The original competition involved placing a spacecraft on the moon’s surface, traveling 500 meters on the moon, and transmitting high-definition video and images back to Earth. Israel was one of five finalists in the final stage but no winner was ever declared. SpaceIL vowed to maintain its efforts to put Israel on the moon, arguing that its motivation was not the money, but about “showing the next generation that anything is possible – that even our small country can push the limits of imagination,” Anteby said in March.

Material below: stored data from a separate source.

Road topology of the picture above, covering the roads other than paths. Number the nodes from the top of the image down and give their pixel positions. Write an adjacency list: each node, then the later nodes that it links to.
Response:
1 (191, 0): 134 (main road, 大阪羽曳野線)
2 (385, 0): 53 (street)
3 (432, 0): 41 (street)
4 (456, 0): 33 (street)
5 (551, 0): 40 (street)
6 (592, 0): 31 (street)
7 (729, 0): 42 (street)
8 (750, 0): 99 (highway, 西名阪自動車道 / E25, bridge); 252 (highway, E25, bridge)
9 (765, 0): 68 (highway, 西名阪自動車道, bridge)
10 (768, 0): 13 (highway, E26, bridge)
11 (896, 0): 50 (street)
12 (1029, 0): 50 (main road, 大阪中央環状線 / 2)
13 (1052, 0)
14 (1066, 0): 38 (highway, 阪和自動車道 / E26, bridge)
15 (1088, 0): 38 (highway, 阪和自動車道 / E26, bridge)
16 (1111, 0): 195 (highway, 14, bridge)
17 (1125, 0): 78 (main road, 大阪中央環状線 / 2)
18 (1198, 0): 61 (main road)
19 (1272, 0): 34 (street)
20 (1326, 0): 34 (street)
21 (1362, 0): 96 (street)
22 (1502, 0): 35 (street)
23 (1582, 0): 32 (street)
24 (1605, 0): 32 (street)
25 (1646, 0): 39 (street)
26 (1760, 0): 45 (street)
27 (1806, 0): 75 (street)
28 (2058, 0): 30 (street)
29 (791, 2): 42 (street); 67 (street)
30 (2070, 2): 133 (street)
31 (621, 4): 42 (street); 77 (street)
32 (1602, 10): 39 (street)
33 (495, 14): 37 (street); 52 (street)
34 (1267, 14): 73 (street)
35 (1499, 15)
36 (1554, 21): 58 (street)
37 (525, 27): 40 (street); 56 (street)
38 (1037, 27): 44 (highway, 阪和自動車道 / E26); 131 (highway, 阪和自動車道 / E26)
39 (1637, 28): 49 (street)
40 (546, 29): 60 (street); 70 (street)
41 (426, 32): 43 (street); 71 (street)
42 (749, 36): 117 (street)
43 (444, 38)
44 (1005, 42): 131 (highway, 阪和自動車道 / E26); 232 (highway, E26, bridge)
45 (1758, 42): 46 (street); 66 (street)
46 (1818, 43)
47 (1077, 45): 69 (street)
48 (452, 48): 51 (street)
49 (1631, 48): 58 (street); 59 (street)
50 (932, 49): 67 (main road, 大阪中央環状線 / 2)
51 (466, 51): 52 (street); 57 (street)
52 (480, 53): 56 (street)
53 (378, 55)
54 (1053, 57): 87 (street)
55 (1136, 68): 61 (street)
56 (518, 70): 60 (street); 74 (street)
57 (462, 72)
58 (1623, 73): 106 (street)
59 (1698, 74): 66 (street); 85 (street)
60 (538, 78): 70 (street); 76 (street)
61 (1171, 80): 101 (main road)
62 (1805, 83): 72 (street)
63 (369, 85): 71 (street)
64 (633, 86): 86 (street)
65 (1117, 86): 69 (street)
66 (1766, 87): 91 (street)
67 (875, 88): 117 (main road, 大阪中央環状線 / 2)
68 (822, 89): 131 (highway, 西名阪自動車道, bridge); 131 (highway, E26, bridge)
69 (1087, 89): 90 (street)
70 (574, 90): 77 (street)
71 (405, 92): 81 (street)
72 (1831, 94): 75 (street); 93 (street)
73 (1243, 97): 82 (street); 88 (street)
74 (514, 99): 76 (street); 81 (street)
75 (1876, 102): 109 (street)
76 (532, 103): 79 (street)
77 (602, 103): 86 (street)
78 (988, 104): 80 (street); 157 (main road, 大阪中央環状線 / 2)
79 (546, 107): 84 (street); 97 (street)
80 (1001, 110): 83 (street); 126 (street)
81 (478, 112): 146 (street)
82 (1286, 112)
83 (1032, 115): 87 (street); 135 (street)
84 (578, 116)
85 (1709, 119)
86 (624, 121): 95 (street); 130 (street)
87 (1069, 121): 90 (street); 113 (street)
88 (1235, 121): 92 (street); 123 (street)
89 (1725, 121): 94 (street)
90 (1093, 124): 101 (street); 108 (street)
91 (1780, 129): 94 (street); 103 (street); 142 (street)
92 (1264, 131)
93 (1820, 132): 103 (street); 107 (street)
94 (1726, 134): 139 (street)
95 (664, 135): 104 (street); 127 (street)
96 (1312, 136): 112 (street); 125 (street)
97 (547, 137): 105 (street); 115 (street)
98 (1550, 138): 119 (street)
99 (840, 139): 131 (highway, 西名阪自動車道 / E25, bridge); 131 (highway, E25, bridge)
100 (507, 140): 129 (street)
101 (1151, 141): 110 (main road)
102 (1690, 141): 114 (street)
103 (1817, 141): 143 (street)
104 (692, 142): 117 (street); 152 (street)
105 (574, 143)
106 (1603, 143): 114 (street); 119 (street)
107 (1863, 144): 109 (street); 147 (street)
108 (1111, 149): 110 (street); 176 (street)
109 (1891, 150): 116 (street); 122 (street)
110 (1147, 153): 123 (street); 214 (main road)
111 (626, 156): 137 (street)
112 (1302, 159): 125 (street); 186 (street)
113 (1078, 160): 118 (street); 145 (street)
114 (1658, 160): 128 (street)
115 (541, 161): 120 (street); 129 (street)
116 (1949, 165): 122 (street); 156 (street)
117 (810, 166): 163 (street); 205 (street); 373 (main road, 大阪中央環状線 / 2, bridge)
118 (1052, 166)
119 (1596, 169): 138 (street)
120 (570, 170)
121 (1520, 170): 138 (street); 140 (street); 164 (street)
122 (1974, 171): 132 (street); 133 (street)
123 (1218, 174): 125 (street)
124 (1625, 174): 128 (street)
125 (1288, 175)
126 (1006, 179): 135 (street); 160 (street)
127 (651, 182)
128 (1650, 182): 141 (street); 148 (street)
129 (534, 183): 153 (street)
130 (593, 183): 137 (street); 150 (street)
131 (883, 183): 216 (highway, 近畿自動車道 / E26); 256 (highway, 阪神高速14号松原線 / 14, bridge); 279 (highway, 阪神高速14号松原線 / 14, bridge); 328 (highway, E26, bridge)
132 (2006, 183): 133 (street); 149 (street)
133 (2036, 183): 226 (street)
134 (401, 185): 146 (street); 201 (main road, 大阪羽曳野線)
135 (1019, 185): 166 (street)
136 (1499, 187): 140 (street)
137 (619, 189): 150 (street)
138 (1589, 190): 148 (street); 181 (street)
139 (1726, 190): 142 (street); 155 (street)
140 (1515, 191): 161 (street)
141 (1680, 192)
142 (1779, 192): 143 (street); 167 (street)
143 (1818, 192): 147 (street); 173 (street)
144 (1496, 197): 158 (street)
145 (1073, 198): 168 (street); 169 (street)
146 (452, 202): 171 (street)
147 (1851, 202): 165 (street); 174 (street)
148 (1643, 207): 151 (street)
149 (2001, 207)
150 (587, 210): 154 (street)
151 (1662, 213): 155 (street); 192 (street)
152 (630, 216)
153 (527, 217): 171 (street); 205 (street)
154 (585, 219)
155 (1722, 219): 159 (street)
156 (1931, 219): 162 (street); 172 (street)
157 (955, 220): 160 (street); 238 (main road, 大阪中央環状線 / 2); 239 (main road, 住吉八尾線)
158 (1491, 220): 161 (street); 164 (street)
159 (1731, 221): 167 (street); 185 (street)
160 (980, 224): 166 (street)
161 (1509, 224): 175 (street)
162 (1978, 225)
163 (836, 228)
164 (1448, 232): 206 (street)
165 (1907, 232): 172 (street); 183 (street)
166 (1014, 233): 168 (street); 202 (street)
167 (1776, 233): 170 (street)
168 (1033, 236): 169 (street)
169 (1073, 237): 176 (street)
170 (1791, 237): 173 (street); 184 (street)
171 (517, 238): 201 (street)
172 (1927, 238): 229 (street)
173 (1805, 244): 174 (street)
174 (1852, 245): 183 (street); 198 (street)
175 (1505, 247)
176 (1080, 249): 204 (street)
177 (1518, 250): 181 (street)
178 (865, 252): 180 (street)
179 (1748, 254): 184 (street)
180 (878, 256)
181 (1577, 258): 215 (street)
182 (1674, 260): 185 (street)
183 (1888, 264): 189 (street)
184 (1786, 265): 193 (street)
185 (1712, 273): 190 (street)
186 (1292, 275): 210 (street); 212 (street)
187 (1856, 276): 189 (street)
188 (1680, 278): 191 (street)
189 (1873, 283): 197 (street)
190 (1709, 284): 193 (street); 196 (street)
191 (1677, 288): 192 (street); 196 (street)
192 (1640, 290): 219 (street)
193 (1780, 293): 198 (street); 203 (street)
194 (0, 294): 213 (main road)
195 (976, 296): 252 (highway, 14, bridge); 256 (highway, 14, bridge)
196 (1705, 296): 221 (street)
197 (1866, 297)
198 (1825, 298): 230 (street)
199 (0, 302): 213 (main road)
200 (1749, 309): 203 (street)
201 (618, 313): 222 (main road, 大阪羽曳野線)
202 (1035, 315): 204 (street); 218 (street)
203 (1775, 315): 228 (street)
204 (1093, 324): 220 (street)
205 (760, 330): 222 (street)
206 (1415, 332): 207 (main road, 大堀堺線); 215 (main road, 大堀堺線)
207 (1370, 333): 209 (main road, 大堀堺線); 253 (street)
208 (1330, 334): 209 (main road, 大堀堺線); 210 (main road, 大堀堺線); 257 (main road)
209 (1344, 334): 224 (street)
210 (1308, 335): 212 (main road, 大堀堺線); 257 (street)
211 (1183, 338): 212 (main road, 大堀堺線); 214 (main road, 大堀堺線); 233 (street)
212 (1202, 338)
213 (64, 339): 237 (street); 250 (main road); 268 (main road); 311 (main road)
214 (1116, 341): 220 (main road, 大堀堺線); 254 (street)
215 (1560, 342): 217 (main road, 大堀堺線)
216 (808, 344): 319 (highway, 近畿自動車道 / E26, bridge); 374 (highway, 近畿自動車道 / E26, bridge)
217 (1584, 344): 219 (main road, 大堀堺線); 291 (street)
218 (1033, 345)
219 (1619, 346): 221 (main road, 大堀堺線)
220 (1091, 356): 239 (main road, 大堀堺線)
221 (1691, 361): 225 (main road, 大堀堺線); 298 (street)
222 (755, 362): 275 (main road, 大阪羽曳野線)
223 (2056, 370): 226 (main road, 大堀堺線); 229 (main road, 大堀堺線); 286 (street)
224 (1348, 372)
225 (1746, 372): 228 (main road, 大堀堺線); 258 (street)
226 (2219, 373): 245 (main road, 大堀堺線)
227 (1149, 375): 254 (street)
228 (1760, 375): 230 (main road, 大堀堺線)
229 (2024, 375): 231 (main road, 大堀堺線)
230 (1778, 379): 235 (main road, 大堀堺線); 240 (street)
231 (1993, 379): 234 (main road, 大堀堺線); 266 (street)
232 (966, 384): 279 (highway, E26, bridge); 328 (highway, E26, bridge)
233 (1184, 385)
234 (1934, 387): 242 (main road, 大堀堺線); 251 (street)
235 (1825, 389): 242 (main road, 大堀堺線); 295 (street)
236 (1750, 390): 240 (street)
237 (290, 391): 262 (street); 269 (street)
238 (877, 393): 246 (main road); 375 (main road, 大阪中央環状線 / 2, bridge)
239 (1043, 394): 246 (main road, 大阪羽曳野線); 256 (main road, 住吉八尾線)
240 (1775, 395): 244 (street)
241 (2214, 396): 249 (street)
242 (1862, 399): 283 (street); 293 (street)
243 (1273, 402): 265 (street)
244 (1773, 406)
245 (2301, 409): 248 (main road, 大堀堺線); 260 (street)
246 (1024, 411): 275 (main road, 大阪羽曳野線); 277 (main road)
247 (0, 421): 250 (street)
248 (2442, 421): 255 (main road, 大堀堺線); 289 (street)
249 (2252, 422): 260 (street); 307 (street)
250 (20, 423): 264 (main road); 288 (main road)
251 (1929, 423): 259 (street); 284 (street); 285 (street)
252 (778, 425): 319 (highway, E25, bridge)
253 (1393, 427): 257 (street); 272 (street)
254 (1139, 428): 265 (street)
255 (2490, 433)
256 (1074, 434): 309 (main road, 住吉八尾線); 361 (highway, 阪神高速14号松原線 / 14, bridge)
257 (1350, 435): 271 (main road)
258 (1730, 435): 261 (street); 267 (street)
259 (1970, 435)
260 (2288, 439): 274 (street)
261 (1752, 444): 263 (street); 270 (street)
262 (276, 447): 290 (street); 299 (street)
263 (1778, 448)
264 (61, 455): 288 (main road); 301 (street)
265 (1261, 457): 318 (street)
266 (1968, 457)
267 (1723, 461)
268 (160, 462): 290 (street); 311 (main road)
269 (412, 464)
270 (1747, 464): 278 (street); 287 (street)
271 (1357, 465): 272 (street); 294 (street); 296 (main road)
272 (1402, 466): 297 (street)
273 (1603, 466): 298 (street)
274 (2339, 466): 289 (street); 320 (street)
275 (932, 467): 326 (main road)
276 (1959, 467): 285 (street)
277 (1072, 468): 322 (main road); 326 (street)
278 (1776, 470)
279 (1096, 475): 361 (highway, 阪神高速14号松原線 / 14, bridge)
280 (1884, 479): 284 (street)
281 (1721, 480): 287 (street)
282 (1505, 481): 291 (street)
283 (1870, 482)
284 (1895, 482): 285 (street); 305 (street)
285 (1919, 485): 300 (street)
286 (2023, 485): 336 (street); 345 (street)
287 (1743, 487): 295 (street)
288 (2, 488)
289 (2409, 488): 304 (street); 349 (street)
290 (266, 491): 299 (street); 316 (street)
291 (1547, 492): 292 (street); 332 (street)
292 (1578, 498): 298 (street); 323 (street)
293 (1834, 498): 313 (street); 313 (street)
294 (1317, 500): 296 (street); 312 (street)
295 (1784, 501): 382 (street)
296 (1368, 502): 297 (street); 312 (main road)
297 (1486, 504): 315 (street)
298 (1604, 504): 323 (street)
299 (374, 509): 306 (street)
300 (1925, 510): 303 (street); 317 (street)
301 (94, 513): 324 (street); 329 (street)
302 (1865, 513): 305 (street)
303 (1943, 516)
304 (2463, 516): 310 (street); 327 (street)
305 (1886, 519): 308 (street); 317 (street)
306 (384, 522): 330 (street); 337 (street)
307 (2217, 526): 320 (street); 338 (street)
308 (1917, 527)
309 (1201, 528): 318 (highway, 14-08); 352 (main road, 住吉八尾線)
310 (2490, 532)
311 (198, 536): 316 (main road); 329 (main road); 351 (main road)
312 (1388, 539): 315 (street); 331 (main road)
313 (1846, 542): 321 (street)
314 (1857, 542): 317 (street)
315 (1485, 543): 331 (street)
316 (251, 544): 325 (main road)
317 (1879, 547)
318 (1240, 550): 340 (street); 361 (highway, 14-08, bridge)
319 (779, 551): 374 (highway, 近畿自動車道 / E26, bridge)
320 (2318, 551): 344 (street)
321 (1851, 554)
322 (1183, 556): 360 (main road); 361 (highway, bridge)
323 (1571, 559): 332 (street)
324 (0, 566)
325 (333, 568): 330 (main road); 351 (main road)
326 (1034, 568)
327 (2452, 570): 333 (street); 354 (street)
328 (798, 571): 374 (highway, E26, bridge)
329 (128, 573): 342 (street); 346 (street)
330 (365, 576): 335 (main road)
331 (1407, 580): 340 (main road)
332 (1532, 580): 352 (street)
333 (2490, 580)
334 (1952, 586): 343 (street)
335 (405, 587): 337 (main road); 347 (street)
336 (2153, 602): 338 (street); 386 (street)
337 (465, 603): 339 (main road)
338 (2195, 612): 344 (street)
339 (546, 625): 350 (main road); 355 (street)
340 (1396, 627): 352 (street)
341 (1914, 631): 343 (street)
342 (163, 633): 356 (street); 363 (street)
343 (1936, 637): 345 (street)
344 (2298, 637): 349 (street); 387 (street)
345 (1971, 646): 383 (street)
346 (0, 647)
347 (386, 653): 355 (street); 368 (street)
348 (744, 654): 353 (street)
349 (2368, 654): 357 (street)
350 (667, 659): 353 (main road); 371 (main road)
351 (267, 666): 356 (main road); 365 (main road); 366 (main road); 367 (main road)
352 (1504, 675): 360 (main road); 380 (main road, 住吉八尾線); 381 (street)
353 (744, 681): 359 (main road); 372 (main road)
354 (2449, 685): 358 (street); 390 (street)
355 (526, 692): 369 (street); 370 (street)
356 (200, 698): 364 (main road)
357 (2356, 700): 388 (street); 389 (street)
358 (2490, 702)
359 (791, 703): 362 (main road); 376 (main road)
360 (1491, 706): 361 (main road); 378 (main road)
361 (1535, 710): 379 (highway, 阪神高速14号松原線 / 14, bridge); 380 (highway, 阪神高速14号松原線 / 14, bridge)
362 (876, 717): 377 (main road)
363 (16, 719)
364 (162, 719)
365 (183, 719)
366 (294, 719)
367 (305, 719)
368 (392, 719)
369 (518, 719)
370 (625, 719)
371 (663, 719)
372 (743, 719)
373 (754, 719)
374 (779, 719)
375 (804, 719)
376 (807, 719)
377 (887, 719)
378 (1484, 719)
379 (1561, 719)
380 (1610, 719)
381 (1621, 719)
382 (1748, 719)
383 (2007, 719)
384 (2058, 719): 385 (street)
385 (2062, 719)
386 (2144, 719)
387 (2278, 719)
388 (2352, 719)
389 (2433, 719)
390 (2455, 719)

“Space is the ultimate thing. It’s something that is so hard to do, even today... rockets still blow up; it’s still rocket science. This is one of the ultimate technological-engineering challenges,” Bash said, noting the difficulties of past space-bound projects.
Nimrod Sheffer, CEO of Israel Aerospace Industries, earlier this week praised the collaboration, saying, “As the Israeli home of space exploration, it was only natural that we [IAI] would join SpaceIL’s wonderful and visionary project. The cooperation between us is a shining example of the extraordinary accomplishments we can achieve in the State of Israel.”
Prime Minister Benjamin Netanyahu and his wife Sara watched the launch from the control room of the IAI. The prime minister called Israel a "small but huge country" noting that despite its smaller land mass and population compared to the other participating nations, Israel is a "giant in initiative, huge in achievements."
He praised the scientists and philanthropists who worked on the project and called for a moment to remember fallen Israeli astronaut Ilan Ramon, his son Asaf who died in a plane crash and his wife Rona who died this year of cancer.
Netanyahu called the moon launch a moment to remember which reached "far beyond money, even more than technology. There is great inspiration here."